Most of the time, when a teacher gets hit, it's unintentional, the district's security chief said.
By RON COLE
VINDICATOR EDUCATION WRITER
YOUNGSTOWN -- The head of the city teachers union and the school district's security chief said they are not alarmed by reports that three schoolteachers and an administrator have been hit by pupils in the past week.
"On any given day, it can happen," said Ted Terlesky, security chief.
"I don't think it's any reason for alarm," said Sherri Morgan, teachers union president.
A 16-year-old student at the Youngstown Alternative School at Choffin Career & amp; Technical Center was arrested Feb. 1. Police said she punched a school administrator in the forehead, knocking him to the ground.
On Wednesday, a teacher at Sheridan Elementary School was struck several times and had her glasses knocked off when she tried to break up a fight in the cafeteria, police report. A second teacher also was struck and knocked to the floor.
And on Thursday, a sixth-grader at West Elementary School was arrested after a teacher was hit in the back. The pupil told police he had swung at another pupil, missed and inadvertently hit the teacher.
The teacher had just returned to work two days earlier after recovering from a back injury she suffered when she was hit by another pupil last month, police reports said.

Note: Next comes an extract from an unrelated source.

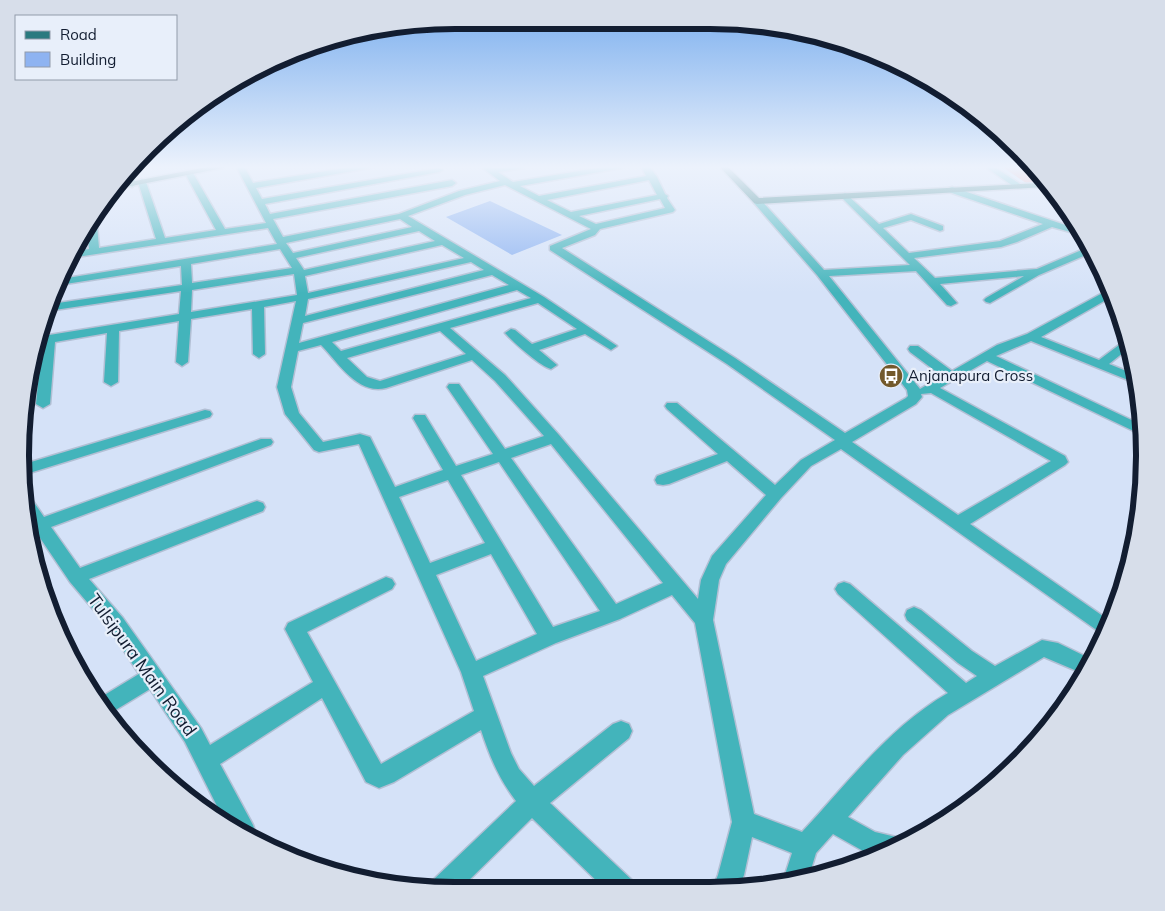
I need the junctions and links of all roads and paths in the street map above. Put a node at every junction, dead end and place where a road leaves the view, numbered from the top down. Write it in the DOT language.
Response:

No numbers: The school district did not have specific statistics available on the number of teachers who have been hit by pupils this year, but three assaults in a week is rare, said Joe Lutsi, the district's supervisor of attendance, discipline and health services.
"Maybe once a month we've got a situation we've got to deal with on a normal basis," he said. "It's inordinate."
Terlesky said the vast majority of assaults on teachers are unintentional and are not direct, purposeful attacks.
Many times a teacher is trying to break up or prevent a fight. "That's, a lot of times, when they subject themselves to being struck," Terlesky said.
Morgan said breaking up pupil squabbles has become part of every teacher's job, especially those in urban schools.
"Most of the time, because of our nature [as teachers], I think we have the tendency to want to make everything right and step in the middle of something and think we can control it," she said. "Lots of times, unfortunately, when we do that, teachers get hurt."
Terlesky said many incidents also involve pupils identified as having severe behavioral problems.
Punishment: Terlesky said pupils who hit teachers usually are immediately suspended and many times recommended for expulsion, which means removal from school for at least 80 school days.
The district also, in many cases, will file charges against pupils , depending on variables such as the seriousness of the episode and the age of the pupil.